-------- Input material

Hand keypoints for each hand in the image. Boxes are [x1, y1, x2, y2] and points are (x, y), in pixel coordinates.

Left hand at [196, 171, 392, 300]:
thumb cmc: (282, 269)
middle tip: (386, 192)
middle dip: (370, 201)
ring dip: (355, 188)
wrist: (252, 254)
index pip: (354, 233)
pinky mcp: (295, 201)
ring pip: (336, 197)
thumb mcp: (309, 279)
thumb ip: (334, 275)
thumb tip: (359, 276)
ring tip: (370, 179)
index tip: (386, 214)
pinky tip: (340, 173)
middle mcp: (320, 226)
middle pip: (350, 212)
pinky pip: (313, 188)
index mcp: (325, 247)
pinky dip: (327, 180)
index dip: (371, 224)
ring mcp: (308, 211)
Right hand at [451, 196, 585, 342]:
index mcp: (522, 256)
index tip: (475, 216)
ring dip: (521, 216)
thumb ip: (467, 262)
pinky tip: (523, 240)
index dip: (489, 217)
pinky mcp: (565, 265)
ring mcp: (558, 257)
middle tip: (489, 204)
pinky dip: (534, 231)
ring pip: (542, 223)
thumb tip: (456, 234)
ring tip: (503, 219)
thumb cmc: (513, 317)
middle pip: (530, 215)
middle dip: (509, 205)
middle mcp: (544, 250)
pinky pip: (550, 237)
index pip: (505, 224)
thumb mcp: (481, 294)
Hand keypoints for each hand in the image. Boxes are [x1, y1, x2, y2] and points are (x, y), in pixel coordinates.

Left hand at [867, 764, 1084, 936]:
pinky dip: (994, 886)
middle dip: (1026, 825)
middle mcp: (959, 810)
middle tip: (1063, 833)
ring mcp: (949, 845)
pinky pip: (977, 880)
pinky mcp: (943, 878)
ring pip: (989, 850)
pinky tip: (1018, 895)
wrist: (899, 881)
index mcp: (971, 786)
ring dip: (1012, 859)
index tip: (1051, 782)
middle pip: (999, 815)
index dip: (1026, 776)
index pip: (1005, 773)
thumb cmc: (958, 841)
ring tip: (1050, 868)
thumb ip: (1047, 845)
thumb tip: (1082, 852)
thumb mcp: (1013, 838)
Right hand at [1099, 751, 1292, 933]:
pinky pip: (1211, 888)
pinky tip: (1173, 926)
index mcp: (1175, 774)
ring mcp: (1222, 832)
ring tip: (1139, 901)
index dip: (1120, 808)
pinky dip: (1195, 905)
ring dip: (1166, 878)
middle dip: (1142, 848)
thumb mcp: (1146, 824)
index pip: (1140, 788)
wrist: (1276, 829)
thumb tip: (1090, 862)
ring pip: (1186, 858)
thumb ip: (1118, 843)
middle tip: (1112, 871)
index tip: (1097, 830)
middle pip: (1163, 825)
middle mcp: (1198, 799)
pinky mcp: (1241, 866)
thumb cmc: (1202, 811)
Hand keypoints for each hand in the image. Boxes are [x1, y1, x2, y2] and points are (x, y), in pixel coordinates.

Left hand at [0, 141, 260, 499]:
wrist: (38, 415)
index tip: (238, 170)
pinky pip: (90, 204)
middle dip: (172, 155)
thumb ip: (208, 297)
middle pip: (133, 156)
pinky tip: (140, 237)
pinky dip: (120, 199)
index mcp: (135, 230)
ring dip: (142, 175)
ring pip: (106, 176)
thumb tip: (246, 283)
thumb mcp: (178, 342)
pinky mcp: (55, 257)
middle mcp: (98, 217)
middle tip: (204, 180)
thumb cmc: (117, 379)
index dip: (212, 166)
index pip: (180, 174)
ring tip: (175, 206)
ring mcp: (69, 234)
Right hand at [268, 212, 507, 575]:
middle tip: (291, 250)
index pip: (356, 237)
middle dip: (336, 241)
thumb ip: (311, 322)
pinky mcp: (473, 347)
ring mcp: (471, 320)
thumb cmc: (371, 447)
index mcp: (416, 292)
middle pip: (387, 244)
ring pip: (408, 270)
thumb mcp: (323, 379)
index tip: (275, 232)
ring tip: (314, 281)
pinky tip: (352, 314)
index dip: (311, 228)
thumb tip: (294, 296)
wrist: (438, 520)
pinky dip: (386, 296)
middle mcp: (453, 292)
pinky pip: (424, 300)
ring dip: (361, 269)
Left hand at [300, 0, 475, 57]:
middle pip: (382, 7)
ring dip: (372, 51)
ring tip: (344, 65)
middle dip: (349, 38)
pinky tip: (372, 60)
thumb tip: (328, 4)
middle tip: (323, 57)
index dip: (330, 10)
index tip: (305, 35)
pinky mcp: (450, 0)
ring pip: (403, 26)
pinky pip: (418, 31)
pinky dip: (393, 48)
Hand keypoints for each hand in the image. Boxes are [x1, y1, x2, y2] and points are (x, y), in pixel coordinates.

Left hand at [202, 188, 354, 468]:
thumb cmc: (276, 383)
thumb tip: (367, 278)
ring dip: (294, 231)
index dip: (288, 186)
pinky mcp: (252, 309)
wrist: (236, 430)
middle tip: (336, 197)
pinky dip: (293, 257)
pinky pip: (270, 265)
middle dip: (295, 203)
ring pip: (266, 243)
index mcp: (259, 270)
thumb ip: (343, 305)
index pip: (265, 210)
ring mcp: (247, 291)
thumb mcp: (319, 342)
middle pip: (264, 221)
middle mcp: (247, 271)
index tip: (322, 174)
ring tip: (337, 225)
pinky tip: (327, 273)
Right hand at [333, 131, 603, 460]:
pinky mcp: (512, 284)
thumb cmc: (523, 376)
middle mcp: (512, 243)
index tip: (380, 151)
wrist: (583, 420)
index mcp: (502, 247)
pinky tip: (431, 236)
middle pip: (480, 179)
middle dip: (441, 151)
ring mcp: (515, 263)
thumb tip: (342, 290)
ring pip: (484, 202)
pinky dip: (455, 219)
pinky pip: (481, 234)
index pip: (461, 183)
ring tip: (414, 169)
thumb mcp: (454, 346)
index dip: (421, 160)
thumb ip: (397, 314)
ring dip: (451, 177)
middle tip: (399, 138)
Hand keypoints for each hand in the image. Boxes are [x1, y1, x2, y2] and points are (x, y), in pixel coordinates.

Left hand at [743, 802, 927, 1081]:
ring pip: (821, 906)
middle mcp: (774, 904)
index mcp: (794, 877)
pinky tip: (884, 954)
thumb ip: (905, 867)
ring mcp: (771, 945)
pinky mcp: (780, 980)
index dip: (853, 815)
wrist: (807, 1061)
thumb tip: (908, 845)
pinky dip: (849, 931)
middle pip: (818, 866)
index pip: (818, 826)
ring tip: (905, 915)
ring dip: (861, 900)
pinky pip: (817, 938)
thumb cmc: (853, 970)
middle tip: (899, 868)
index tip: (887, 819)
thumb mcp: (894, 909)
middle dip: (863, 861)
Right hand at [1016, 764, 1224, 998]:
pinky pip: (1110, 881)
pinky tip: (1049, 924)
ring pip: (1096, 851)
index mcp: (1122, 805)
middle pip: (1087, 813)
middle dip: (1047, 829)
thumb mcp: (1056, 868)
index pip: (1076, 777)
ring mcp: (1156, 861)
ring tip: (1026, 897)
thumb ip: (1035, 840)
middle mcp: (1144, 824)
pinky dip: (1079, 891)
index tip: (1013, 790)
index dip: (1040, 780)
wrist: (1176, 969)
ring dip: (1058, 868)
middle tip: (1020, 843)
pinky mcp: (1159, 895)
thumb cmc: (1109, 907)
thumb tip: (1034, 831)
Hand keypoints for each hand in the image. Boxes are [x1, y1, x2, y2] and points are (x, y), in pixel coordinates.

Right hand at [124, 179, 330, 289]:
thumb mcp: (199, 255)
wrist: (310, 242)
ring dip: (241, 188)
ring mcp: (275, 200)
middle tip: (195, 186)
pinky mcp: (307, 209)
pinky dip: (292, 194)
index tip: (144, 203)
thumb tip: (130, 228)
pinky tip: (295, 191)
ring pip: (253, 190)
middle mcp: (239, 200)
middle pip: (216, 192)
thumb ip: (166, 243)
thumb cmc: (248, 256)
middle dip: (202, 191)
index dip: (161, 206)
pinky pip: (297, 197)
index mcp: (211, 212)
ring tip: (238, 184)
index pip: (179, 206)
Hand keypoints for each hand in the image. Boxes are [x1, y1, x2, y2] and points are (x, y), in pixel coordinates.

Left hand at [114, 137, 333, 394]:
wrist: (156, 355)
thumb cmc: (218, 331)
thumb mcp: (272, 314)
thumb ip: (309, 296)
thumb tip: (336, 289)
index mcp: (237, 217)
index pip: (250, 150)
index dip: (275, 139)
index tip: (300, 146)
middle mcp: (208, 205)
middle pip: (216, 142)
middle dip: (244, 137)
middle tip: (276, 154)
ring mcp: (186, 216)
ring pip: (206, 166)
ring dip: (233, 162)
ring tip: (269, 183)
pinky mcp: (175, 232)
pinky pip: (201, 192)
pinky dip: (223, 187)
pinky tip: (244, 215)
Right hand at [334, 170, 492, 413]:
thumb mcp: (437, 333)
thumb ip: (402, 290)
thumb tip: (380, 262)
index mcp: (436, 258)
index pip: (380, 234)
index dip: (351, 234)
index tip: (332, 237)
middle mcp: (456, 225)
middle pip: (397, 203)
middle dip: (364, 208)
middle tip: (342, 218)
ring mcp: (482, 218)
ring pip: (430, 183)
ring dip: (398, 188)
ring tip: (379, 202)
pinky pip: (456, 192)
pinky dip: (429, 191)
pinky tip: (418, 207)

----------------

■ What the task requires ■
The lines to set down, exactly and with both ends included, run from the one containing "pinky pip: (297, 197)" to the last line of the data above.

■ Your solution ■
pinky pip: (297, 197)
index mcp: (211, 212)
ring tip: (238, 184)
index pip: (179, 206)
Hand keypoints for each hand in the image. Boxes are [x1, y1, x2, y2] and points are (x, y), in pixel coordinates.

Left hand at [114, 137, 333, 394]:
wrist: (156, 355)
thumb cmc: (218, 331)
thumb mcp: (272, 314)
thumb ip: (309, 296)
thumb tip: (336, 289)
index mcp: (237, 217)
index pip: (250, 150)
index dip: (275, 139)
index tip: (300, 146)
middle mcp: (208, 205)
middle pip: (216, 142)
middle dip: (244, 137)
middle tip: (276, 154)
ring mcp: (186, 216)
ring pip: (206, 166)
ring dip: (233, 162)
ring tip: (269, 183)
pinky mcp: (175, 232)
pinky pip: (201, 192)
pinky dip: (223, 187)
pinky tip: (244, 215)
Right hand at [334, 170, 492, 413]:
thumb mcp: (437, 333)
thumb ip: (402, 290)
thumb tip: (380, 262)
index mcp: (436, 258)
index pip: (380, 234)
index dip: (351, 234)
index tip: (332, 237)
middle mcp: (456, 225)
middle pip: (397, 203)
middle dip: (364, 208)
middle tip: (342, 218)
ring mcp: (482, 218)
ring pip: (430, 183)
ring dip: (398, 188)
ring tip: (379, 202)
pinky pip: (456, 192)
pinky dip: (429, 191)
pinky tip: (418, 207)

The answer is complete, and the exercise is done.